Die Software kann die der WAGO Support zukommen lassen eventuell ist sie auch auf der Website zu finden, kann ich aber nicht sagen.

Gruß

Mavorkit

Gruß

Mavorkit

Gesendet von meinem SM-G389F mit Tapatalk


----------



## Thruser (22 Februar 2019)

Hallo,

kannst Du die Version nicht über den Profibusmaster auslesen?

s. a. Handbuch Seite 241 (Kapitel 13.5.1)
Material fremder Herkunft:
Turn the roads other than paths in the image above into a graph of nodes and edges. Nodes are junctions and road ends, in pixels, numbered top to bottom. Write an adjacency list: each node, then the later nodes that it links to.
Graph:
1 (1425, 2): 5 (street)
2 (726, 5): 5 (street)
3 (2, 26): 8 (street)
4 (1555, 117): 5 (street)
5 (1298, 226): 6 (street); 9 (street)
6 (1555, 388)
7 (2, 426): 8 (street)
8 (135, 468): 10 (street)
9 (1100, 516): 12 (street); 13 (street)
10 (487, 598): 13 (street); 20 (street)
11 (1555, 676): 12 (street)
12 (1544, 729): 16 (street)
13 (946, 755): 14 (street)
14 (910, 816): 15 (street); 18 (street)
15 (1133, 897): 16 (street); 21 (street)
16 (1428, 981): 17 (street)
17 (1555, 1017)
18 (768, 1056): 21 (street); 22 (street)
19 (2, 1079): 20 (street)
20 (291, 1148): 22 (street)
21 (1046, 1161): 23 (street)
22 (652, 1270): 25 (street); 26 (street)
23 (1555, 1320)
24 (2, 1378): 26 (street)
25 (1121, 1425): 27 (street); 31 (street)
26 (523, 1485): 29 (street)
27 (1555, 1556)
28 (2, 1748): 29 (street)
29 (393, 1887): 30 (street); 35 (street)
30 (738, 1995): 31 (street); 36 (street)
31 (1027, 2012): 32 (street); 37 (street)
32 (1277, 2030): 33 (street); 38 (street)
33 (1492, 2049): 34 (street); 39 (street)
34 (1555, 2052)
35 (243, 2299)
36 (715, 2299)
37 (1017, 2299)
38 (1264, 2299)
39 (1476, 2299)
Ansonsten sind die Updates meistens nicht von der aktuell vorhandenen Version abhängig, z.B. der Version 8 ist es egal ob die Version 3, 4 oder 6 drauf ist. Das kann Dir aber auch der Support sagen.

Gruß


----------



## KLM (22 Februar 2019)

Richtig, es gibt bei manchen Geräten beim Update auf eine aktuelle Version Abhängigkeiten zur installierten Version, wie unterschiedliche Bootloader, Dateisysteme, ect. Der Support prüft das anhand Deiner Angaben. Das dürfte auch der Grund dafür sein, dass die FW nicht direkt auf der Homepage zum Download bereitgestellt wird.
Du kannst aber die FW Version angeben, die ab Werk drauf ist/war (siehe Hanbuch bzgl. Produktionsnummer). Falls Du beim Update feststellst, dass die installierte Version doch eine andere ist, kannst Du noch immer erneut beim Support nachfragen.


----------



## KLM (22 Februar 2019)

Nachtrag: Je größer die Versionsunterschiede, desto wichtiger ist es, dass Du den Updateprozess nicht unterbrichst. Bei diesen Geräten wird die FW direkt über die alte geschrieben und bei einem Abbruch (wackliges Kabel, PC Probleme durch andere Programme, etc.) ist im Speicher ein Teil neu, ein Teil alt. Je größer die Versionssprünge, desto kritischer. Je nach Zeitpunkt der Unterbrechung, lassen sich die Geräte dann nicht mehr starten und auch nicht mehr mit dem Updatete-Tool ansprechen. Was defakto bedeutet, dass Du das Gerät in die Tonne hauen kannst.


----------



## bastler (22 Februar 2019)

Ok, danke für eure Hilfe. Ich hab den Wago-Support kontaktiert, mal sehen wann die sich melden.


----------